Doch, es geht mir wirklich gut. Alleine schon, dass ich mich um fast nichts kümmern muss, ist eine Wohltat. Dass ich nicht planen, einkaufen und kochen muss und dann noch überlegen, ob das alles auch vernünftig ist. Ich kann alles essen, was angeboten wird, weil eben alles ausgewogen ist und mir gibt, was ich brauche. Nichts von dem, was wir bekommen, ist ungesund. Auch der tägliche Nachtisch und der Sonntagskuchen sind eingerchnet und dürfen mit gutem Gefühl gegessen werden.
Ich genieße auch, dass ich mich nicht ständig “richtig” anziehen muss - Leggins und T-Shirt sind völlig normal.

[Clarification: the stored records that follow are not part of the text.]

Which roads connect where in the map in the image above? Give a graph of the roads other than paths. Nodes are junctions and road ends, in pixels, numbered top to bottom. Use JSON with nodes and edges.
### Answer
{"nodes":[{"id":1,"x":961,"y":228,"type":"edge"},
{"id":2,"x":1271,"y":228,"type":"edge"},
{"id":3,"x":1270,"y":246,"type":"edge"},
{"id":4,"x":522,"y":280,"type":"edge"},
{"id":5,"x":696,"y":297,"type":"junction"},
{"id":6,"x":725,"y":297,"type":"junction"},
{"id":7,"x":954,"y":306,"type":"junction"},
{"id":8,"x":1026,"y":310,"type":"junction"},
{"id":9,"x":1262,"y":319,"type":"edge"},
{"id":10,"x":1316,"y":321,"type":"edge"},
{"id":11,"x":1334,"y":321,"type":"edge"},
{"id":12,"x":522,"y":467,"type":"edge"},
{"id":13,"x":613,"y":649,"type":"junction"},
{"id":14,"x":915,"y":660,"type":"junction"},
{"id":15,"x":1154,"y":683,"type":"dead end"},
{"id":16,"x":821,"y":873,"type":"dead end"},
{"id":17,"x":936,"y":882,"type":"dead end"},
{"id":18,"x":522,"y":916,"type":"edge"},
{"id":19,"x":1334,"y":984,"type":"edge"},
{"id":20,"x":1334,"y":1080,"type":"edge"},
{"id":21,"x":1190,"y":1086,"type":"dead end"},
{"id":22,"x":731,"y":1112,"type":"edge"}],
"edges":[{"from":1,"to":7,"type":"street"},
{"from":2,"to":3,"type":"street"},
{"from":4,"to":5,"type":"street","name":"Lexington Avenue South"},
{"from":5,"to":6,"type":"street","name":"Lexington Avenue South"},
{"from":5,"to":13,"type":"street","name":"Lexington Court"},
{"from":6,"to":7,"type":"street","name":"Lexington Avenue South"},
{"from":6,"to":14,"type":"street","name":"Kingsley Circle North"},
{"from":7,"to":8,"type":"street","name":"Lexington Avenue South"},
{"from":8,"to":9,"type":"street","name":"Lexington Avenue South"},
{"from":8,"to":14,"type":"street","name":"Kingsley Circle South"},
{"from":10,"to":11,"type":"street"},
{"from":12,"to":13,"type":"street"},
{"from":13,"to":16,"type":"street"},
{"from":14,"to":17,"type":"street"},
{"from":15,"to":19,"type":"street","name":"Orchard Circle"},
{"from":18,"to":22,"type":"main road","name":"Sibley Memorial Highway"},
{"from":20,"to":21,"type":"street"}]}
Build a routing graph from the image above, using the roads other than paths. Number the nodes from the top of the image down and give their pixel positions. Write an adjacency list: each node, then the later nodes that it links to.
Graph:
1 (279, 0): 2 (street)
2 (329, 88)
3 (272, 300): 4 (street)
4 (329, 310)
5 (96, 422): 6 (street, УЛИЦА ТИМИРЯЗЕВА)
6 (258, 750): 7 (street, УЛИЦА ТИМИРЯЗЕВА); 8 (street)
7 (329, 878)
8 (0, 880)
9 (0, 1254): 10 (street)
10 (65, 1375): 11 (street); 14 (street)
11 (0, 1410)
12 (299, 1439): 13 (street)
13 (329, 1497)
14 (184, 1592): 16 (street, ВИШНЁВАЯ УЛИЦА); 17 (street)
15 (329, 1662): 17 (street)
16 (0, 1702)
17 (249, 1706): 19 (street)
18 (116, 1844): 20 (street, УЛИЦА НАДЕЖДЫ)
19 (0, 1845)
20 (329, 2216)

Außerdem sind die Wege kurz: zum MTT gehe ich in Sportkleidung und zum Schwimmen in Badeanzug, Bademantel und Flip-Flops, weil ich danach sowieso in meinem Badezimmer dusche. Ich laufe aber im Vergleich zu sonst relativ viel, denn mein Zimmer ist weit im linken Flügel des Gebäudes, ca. 250 Schritte vom Speisesaal entfernt. Nur für die Termine im 4. oder im 5. Stock nehme ich den Aufzug, ansonsten gehe ich zu Fuß die Treppe runter und rauf. Meinem Knie tut es gut und erstaunlicherweise meckert der rechte Fuß überhaupt nicht. Und nächste Woche darf ich wieder auf die Waage und bin mega gespannt. Es fühlt sich nach knapp 2 kg an, die ich verloren habe, eben auch durch die vielen Wege durch’s Haus.
Noch viel wichtiger ist aber, dass ich viel über mich lerne, nicht nur in Bezug auf Essen, und dass ich bei allem so sehr bei mir bin wie lange nicht mehr. Hier entstehen durch die vielen neuen Impulse so viele neue Gedanken und Erkenntnisse, mit denen ich weiter arbeiten kann und die mich voran bringen. Eine dieser Erkenntnisse ist:
Ich will nicht mehr leiden. Ich will wieder gut leben.
Hach. Ich freue mich, das so zu lesen.